Data shown =>
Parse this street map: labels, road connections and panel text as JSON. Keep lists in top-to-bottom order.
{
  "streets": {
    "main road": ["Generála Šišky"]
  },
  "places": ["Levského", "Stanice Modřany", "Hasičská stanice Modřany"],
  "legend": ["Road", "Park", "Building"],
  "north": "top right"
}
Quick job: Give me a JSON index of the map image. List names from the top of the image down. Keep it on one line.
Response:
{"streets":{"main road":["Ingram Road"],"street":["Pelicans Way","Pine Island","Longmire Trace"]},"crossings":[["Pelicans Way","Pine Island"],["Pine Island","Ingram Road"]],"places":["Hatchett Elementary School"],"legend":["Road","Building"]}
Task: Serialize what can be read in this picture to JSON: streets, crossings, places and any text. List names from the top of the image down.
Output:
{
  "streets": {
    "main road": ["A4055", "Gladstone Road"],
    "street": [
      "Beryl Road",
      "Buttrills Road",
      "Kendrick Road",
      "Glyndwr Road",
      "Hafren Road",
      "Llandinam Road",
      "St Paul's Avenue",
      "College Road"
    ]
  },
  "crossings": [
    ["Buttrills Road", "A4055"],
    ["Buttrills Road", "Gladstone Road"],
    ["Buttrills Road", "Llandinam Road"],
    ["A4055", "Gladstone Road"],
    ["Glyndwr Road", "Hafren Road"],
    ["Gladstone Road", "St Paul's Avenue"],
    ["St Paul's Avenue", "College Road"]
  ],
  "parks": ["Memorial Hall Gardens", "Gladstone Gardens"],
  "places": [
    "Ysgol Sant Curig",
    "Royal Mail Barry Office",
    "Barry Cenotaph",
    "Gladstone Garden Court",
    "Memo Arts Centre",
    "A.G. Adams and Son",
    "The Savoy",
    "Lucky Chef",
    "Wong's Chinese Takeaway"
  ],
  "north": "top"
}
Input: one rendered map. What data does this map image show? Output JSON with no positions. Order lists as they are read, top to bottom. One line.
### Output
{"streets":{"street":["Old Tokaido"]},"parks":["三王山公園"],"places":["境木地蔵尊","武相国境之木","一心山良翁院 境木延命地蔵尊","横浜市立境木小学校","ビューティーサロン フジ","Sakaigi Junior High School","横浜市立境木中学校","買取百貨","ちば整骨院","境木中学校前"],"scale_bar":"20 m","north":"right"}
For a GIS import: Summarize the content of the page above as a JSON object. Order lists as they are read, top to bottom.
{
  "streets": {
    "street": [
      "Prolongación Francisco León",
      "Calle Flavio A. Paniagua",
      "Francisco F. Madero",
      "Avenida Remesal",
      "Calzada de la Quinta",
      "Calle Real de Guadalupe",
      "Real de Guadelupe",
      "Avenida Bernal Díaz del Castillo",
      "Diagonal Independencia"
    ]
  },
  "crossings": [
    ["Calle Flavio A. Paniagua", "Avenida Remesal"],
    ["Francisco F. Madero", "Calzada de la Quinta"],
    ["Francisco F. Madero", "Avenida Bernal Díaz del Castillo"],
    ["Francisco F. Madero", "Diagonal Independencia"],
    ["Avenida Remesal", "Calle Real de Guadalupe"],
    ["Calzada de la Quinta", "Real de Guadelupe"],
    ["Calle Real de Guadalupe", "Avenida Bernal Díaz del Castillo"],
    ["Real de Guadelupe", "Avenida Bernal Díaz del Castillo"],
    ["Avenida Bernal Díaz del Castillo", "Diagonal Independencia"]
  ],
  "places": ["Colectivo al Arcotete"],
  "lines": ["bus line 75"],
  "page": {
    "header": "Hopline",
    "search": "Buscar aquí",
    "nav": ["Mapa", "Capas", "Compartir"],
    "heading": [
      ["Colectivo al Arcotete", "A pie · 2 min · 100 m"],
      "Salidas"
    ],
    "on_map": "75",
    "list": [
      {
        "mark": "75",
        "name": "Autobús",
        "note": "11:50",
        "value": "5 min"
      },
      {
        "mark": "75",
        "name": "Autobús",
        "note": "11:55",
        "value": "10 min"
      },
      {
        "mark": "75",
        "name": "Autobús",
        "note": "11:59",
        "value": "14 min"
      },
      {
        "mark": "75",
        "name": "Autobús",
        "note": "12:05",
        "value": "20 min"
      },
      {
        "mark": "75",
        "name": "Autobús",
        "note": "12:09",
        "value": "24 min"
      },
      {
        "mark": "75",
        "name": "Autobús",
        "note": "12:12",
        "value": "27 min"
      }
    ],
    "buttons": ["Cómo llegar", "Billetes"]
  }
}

Problem requirements => Throughout the data above, report every line that contains the string "names".

Exercise response =>
Quick job: Give me a JSON index of the map image. List names from the top of the image down. Keep it on one line.
Task: Serialize what can be read in this picture to JSON: streets, crossings, places and any text. List names from the top of the image down.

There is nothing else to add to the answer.